**Activity:**
Return all of the data exactly, omitting any images.

(Images with bounding boxes)
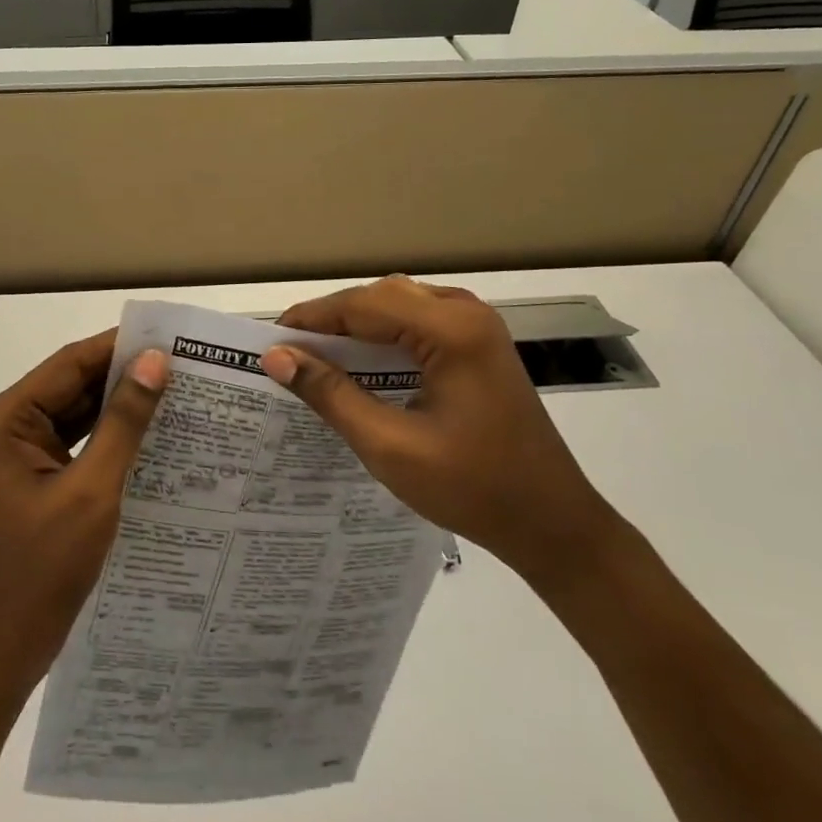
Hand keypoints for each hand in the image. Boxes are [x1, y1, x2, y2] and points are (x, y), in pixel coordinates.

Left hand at [0, 332, 169, 707]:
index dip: (119, 348)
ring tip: (177, 395)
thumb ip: (123, 423)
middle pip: (70, 387)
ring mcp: (15, 456)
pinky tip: (151, 436)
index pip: (68, 364)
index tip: (171, 339)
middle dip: (123, 378)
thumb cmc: (39, 572)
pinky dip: (107, 440)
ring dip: (119, 408)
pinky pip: (73, 445)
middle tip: (185, 368)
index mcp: (3, 420)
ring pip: (75, 415)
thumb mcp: (91, 492)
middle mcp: (4, 428)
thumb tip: (154, 362)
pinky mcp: (30, 481)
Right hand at [260, 276, 611, 580]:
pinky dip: (383, 336)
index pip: (363, 306)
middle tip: (291, 352)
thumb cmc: (472, 488)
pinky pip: (418, 323)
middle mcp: (466, 313)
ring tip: (317, 356)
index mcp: (451, 330)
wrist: (552, 524)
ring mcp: (477, 327)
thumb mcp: (389, 445)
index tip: (269, 341)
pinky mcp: (479, 346)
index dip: (312, 319)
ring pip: (399, 305)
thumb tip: (277, 357)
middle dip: (333, 321)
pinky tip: (361, 364)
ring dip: (357, 326)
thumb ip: (331, 394)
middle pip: (381, 297)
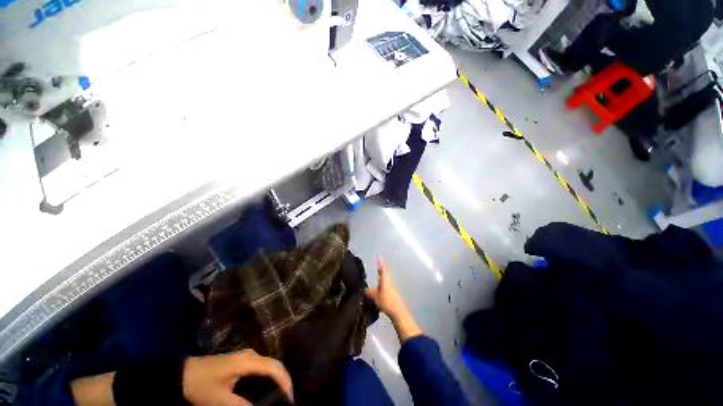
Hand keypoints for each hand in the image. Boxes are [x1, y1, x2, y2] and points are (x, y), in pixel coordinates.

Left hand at [183, 350, 293, 405]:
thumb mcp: (219, 400)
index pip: (274, 367)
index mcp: (248, 361)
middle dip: (284, 380)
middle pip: (274, 364)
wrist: (183, 373)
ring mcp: (247, 356)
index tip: (289, 399)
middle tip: (287, 399)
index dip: (285, 381)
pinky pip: (262, 367)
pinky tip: (268, 388)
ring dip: (277, 378)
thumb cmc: (201, 385)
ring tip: (281, 394)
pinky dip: (269, 376)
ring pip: (269, 364)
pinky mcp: (242, 361)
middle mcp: (251, 355)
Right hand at [365, 256, 421, 342]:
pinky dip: (382, 285)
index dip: (381, 263)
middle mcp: (388, 282)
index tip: (379, 257)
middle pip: (384, 274)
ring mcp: (391, 289)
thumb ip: (368, 293)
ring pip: (385, 281)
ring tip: (377, 277)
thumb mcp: (374, 297)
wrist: (397, 311)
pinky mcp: (392, 295)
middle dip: (381, 270)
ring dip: (382, 278)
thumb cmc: (386, 301)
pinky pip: (386, 287)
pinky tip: (379, 290)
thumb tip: (362, 290)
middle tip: (378, 266)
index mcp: (384, 280)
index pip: (382, 269)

**Answer for this exercise:**
Hand keypoints for each hand in the image. Boxes are [x1, y1, x2, y2] and points are (x, y), in pixel coordinates.

Left hand at [0, 332, 169, 707]:
index dip: (119, 348)
ring tip: (177, 395)
thumb ip: (123, 423)
middle pip: (70, 387)
ring mcp: (15, 456)
pinky tip: (151, 436)
index pip: (68, 364)
index tip: (171, 339)
middle dip: (123, 378)
thumb cmc: (39, 572)
pinky dip: (107, 440)
ring dip: (119, 408)
pinky pip: (73, 445)
middle tip: (185, 368)
index mcp: (3, 420)
ring pip: (75, 415)
thumb mcp: (91, 492)
middle mcp: (4, 428)
thumb tip: (154, 362)
pinky mcp: (30, 481)
Right hand at [260, 276, 611, 580]:
pinky dip: (383, 336)
index pip: (363, 306)
middle tip: (291, 352)
thumb cmc: (472, 488)
pinky pip: (418, 323)
middle mcp: (466, 313)
ring tip: (317, 356)
index mcp: (451, 330)
wrist: (552, 524)
ring mcp: (477, 327)
thumb mcp: (389, 445)
index tip: (269, 341)
pinky mcp: (479, 346)
index dip: (312, 319)
ring pip: (399, 305)
thumb tip: (277, 357)
middle dip: (333, 321)
pinky tip: (361, 364)
ring dip: (357, 326)
thumb ip: (331, 394)
middle pip: (381, 297)
Hand keypoints for each hand in the image. Boxes are [x1, y1, x2, y2] and points are (x, y), in pixel coordinates.

Left hand at [183, 350, 293, 405]:
thumb mcp: (219, 400)
index pip: (274, 367)
index mcp: (248, 361)
middle dip: (284, 380)
middle pip: (274, 364)
wrist: (183, 373)
ring mcp: (247, 356)
index tip: (289, 399)
middle tip: (287, 399)
index dip: (285, 381)
pinky pip: (262, 367)
pinky tip: (268, 388)
ring dip: (277, 378)
thumb cmc: (201, 385)
ring tip: (281, 394)
pinky dip: (269, 376)
ring pip: (269, 364)
pinky mcp: (242, 361)
middle mcp: (251, 355)
Right hand at [365, 256, 421, 342]:
pinky dip: (382, 285)
index dip: (381, 263)
middle mcp: (388, 282)
index tip: (379, 257)
middle pip: (384, 274)
ring mcp: (391, 289)
thumb ip: (368, 293)
ring pip: (385, 281)
ring tip: (377, 277)
thumb mcp: (374, 297)
wrist: (397, 311)
pinky mcp: (392, 295)
middle dip: (381, 270)
ring dip: (382, 278)
thumb cmc: (386, 301)
pinky pip: (386, 287)
pinky tip: (379, 290)
thumb tip: (362, 290)
middle tip: (378, 266)
index mcp: (384, 280)
index pip: (382, 269)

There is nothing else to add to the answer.